Today it is considered a medieval hamlet with less than 3,000 residents. It boasts the title of one of the “Most Beautiful Villages in Italy” and the prestigious orange flag of the Italian Touring Club. It has also declared its candidacy as a UNESCO World Heritage Site.
What to See in Gerace
It’s known as the “City of 100 Churches” and rightly so because, before the 1700s, there were actually 128 of them. This number was reduced to just 43 and after the devastating earthquake of 1783, only 17 remained.
Hopefully, you’ll be able to dedicate your entire holiday to Gerace and the immediate area because there is an amazing amount of things to see. Here are the “musts”.
Beginning with its churches- incredibly, this little village holds the largest church in all of Calabria. The Cathedral of Santa Maria Assunta is considered Byzantine-Normanesque-Romanesque because of the influences of all three. Pay close attention to its ancient columns which were brought from the temples of Locri. Built between the 11th and 12th centuries, it has undergone numerous repairs due to damage throughout the centuries.
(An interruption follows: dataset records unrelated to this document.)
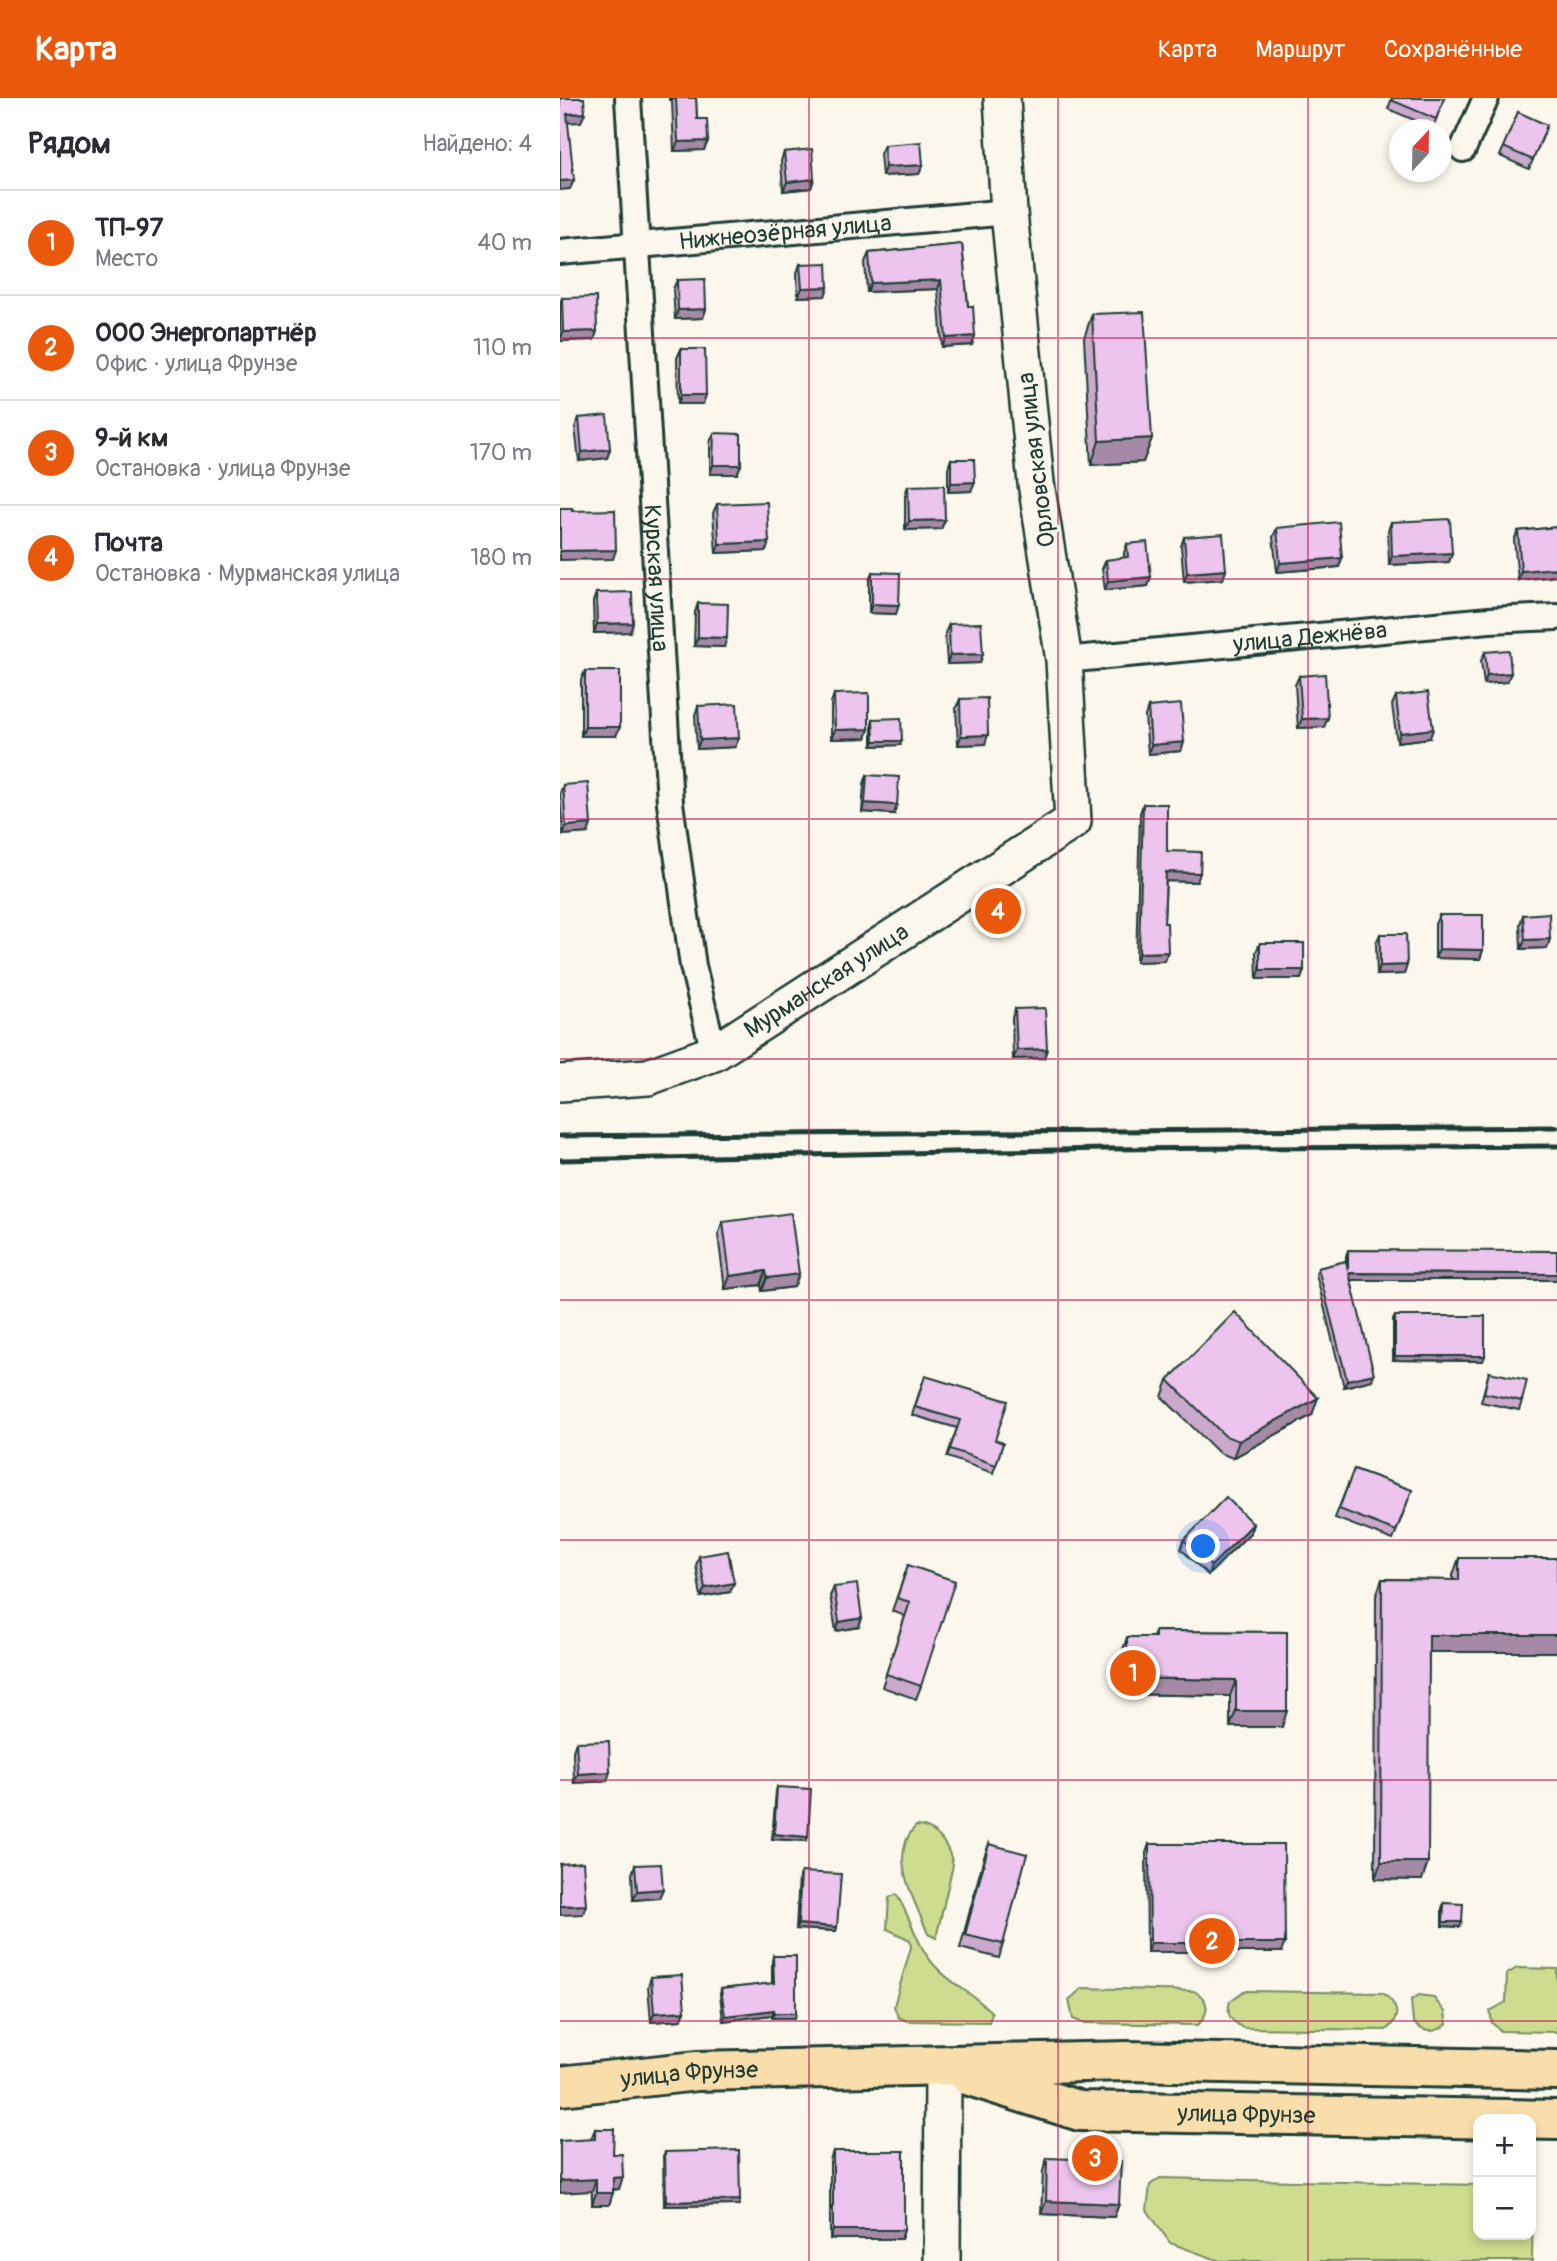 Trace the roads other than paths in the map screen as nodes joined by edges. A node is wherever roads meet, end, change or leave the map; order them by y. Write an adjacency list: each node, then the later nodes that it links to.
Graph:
1 (628, 98): 6 (street, Курская улица)
2 (1002, 98): 5 (main road, Орловская улица)
3 (1486, 98): 4 (street)
4 (1463, 149)
5 (1009, 212): 6 (street, Нижнеозёрная улица); 9 (main road, Орловская улица)
6 (635, 246): 7 (street, Нижнеозёрная улица); 11 (street, Курская улица)
7 (560, 252)
8 (1557, 617): 9 (street, улица Дежнёва)
9 (1064, 660): 10 (main road, Орловская улица)
10 (1073, 821): 11 (main road, Мурманская улица)
11 (714, 1054): 12 (main road, Мурманская улица)
12 (560, 1083)
13 (943, 2068): 14 (main road, улица Фрунзе); 15 (main road, улица Фрунзе); 16 (main road, улица Фрунзе); 17 (main road)
14 (1557, 2070)
15 (560, 2086)
16 (1557, 2120)
17 (942, 2261)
Constructed of local sandstone, its sheer enormity is impressive. The Cathedral also contains the Prison of the Five Martyrs of Gerace.
In the vicinity of the Cathedral, you’ll also want to visit the Civic Museum located within the Palazzo Tribuna.
The beautiful church of St. Francis of Assisi dates back to 1296. Its interior is spectacular with a Baroque altar. Another gem is the Byzantine Church of San Giovanni Crisostomo (aka San Giovannello) which dates back to the 10th century.
The Norman Castle
Another hallmark of the village is its castle. Records confirm that the castle definitely existed by the 10th century although it’s believed that the original castle dated back to the 7th century. The Byzantines destroyed it during their invasion in the 10th century and it was soon rebuilt by the Normans in 1050. For this reason, it is considered a Norman castle.
Of the many lovely squares, Piazza del Tocco is probably the most remarkable because it overlooks the noble palaces of Calcheopulo, Migliaccio, and Palazzo Macrì.
Ancient Traditions and Culture
You’ll notice the fine stone craftsmanship on many of the churches and buildings which is part of the ancient tradition of Gerace. Many of the shops still craft terracotta from the local tuff and beautiful ceramics of the southern Italian Maiolica tradition.
Festivals and customs are deeply religious and rooted in ancient traditions and occur during Easter, in July (Festa del Sacro Cuore and Madonna del Carmine) and in August for the Patron Saints Festival. Gerace is also famous for its street art festival, Borgo Incantato, which draws as many as 10,000 visitors every July.
Gerace’s cuisine, like much of Calabria, is made up of intense flavors that are deeply connected to the local agriculture. Pasta is still tirata, or literally hand-pulled, and topped with sauces ranging from goat meat to eggplant. Vegetable dishes are a distinct part of the tradition and include eggplant, peppers, chicory, and asparagus and are often served stuffed.
Flavors and aromas, especially in desserts, are noticeably different as compared to central and northern Italy and often include cinnamon, figs, cloves, almonds, walnuts, honey, and even chickpeas. Some of the “must-tastes” are le nocatule (doughnuts), le zeppole (also fried) and la pignolata (again, fried balls of dough). As you can see, this is not a place to be watching your weight!
Gerace is fairly well-connected via Reggio Calabria (closest major airport and train station) and from there, the regional train will connect to Locri (only 10 km from Gerace). Private auto is handy for getting around the surrounding area in total freedom and Gerace is located off of the A3 Salerno-Reggio Calabria motorway.